I'll run those tests you mentioned asap, but yes, the problem was the same with NullLB, the benchmark time would apparently randomly vary in that same interval, sometimes presenting high variance as in the example I first presented, sometimes NullLB would be the faster sometimes Distributed, sometimes one of my own implementations.
As for the imbalance, I've made several tests with lb_test configurations and this was supposed to present high imbalance, I'll run the tests you suggested, just to make sure, and answer as soon as I have the results.

Thank you for the reply,
Vinicius
-- 
Vinicius Marino Calvo Torres de Freitas Computer Science Undergratuate Student (Aluno de graduação em Ciência da Computação)
Research Assistant at the Embedded Computing Laboratory at UFSC
UFSC - CTC - INE - ECL, Brazil
Email: vinicius.mctf AT grad.ufsc.br or vinicius.mct.freitas AT gmail.com 
Tel: +55 (48) 96163803

2016-11-28 17:59 GMT-02:00 Galvez Garcia, Juan Jose <jjgalvez AT illinois.edu>:
Hi Vinicius,

I'll look into lb_test to see if I can find an explanation for the variation in total execution time. Does the NullLB strategy also present variation in total execution time?

As for migrations, this might be related to some issues we have found in DistributedLB and which we are currently looking at, or maybe the actual test case doesn't present much imbalance. It seems like you have aprox 156 chares per PE. This large number may mean that load is already balanced evenly.

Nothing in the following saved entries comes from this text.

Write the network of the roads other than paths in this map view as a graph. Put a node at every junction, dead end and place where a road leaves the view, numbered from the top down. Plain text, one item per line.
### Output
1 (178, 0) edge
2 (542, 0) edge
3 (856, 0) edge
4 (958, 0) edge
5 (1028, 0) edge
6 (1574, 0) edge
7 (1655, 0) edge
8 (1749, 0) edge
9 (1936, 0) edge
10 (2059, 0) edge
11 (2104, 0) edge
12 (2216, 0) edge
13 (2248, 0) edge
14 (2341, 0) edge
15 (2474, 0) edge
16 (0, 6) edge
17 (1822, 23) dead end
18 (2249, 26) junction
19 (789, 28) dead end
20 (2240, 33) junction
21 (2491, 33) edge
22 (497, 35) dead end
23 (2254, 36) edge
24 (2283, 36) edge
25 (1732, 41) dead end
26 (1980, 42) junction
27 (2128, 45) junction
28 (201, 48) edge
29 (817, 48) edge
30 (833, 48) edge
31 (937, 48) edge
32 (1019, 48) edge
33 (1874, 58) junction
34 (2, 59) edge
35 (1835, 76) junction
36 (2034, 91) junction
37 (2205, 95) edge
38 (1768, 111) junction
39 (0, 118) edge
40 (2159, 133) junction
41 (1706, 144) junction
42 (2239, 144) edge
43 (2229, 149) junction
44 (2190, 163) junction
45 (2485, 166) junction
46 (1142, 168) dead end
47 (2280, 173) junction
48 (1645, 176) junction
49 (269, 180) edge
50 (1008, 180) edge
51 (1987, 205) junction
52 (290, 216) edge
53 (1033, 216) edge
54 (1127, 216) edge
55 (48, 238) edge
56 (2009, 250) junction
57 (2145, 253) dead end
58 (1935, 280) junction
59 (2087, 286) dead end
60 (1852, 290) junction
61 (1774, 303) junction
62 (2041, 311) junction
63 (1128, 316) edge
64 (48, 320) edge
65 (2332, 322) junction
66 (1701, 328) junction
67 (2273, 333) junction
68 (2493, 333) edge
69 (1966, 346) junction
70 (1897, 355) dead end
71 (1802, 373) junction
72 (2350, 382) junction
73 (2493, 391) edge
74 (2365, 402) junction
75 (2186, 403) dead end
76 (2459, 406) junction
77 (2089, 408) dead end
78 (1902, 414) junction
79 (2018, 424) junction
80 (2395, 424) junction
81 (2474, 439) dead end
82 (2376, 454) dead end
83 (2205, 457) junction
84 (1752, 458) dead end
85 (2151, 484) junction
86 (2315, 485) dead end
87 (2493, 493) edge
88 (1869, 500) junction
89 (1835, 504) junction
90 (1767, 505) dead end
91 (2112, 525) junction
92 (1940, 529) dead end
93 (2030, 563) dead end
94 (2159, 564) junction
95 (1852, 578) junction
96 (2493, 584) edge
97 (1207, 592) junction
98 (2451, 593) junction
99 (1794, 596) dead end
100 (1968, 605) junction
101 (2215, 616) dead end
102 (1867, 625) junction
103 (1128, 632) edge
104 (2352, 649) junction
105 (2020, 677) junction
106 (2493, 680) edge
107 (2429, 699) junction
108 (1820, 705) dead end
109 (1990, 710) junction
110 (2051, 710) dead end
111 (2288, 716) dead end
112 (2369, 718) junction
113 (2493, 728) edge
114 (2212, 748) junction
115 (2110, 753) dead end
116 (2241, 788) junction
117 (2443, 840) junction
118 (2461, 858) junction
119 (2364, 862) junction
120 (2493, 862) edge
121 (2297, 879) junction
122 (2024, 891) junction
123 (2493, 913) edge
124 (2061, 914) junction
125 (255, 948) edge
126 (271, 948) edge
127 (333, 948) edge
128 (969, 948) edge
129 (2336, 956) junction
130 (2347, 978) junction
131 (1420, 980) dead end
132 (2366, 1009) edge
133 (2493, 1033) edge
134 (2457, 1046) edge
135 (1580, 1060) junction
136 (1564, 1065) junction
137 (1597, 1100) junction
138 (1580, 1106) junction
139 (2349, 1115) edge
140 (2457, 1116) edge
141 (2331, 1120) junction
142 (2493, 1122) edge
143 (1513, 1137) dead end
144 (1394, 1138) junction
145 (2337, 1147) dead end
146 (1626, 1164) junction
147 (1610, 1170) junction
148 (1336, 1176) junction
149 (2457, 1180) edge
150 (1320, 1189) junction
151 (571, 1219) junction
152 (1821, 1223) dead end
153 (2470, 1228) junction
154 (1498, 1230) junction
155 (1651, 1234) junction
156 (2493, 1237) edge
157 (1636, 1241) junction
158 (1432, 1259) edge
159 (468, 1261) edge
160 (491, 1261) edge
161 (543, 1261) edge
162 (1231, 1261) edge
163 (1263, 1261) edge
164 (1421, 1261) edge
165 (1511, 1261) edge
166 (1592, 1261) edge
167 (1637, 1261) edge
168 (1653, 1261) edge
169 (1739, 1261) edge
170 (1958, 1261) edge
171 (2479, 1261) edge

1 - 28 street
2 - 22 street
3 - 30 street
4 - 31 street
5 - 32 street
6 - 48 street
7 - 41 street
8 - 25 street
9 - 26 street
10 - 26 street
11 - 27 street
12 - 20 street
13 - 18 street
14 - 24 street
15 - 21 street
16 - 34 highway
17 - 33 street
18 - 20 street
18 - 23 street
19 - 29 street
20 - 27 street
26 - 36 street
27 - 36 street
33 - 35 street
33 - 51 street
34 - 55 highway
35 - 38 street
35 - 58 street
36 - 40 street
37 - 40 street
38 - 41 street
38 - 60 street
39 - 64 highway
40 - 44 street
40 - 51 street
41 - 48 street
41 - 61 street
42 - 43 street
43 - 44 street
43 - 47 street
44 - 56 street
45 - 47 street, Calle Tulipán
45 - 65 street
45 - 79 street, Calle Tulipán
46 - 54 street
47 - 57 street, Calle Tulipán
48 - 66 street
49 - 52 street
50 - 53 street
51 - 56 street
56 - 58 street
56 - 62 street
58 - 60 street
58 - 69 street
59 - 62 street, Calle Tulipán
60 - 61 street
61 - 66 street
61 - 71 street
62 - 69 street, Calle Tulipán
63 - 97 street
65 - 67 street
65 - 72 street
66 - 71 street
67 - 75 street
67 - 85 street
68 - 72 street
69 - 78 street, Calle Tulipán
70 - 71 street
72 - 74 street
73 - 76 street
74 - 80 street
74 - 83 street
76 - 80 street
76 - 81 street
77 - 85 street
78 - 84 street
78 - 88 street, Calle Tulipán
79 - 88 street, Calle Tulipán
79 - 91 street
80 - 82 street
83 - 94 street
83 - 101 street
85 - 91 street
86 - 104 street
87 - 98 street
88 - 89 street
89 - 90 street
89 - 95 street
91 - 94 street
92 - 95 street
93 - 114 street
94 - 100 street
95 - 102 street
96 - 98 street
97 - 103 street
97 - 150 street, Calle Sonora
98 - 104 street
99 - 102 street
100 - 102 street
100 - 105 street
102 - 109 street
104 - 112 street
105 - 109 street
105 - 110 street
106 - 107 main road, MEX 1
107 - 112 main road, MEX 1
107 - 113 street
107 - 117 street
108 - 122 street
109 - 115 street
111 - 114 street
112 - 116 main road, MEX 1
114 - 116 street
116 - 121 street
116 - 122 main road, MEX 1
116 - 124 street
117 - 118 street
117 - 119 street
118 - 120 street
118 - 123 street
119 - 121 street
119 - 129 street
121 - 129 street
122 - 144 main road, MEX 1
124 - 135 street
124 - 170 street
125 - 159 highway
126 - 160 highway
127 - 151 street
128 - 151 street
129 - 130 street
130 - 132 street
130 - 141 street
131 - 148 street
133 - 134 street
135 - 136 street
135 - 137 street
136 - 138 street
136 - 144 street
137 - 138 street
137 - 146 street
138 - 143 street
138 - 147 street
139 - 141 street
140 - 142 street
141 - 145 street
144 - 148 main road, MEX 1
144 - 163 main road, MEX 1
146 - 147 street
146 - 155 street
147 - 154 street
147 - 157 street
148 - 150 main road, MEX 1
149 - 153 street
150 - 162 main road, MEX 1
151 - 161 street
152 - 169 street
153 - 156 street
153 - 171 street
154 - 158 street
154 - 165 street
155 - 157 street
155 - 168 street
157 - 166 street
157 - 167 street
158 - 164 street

To verify this, I would suggest testing with a centralized load balancer if you have not done so, like RefineLB, and +LBDebug 2 or +LBDebug 3. Centralized load balancers provide more output, like the number of migrations performed in each LB step, and processor load. RefineLB will move only a few objects (from overloaded to underloaded), so looking at the number of migrations (and processor loads with +LBDebug 3), can give you an idea of whether there is imbalance and how much load balancing can improve performance. You can also use GreedyLB which will balance load better than RefineLB but note that GreedyLB will migrate most objects regardless of the actual level of imbalance. For baseline comparison of centralized load balancers, DummyLB will probably be best, because with DummyLB PE0 will also receive the load balancing stats (same as any centralized LB) but won't do anything else.

-Juan


From: Vinicius Freitas [vinicius.mct.freitas AT gmail.com]
Sent: Wednesday, November 23, 2016 1:47 PM
To: charm AT cs.uiuc.edu
Cc: Laércio Lima Pilla
Subject: [charm] Questions about distributed load balancing tests

Hello, Charm++ team,

I have been having issues with the execution of distributed load balancing solutions in Charm++. 
My two main questions are about the total execution time of the lb_test benchmark using these distributed strategies, which seems to be varying way too much executing the same benchmark executing the same strategy every time; and about the migrations, which I tried to expose inside of the load balancing strategy, but failed to achieve such point in the execution.

This is my setup:

Computational Nodes: 8 Octa-core nodes

Benchmark: lb_test
            10,000 Elements
            150 iterations
            10 time/print
            30 load balancing interval
            30 ms min task time
            1,000 ms max task time

Charm++ 6.7 compiled for netlrts-linux-x86_64 --with_production
The Operating System is Debian Jessie, with GCC 4.9.4


This is a sample of the analysed time that the strategies I'm testing took to execute:

DistributedLB (Available w/ Charm++)>       Strategy took 0.002938s memory usage: 3.102875 MB.
DistributedLB (Available w/ Charm++)>       Strategy took 0.003182s memory usage: 3.103256 MB.
DistributedLB (Available w/ Charm++)>       Strategy took 0.003182s memory usage: 3.103592 MB.
DistributedLB (Available w/ Charm++)>       Strategy took 0.003357s memory usage: 3.106171 MB.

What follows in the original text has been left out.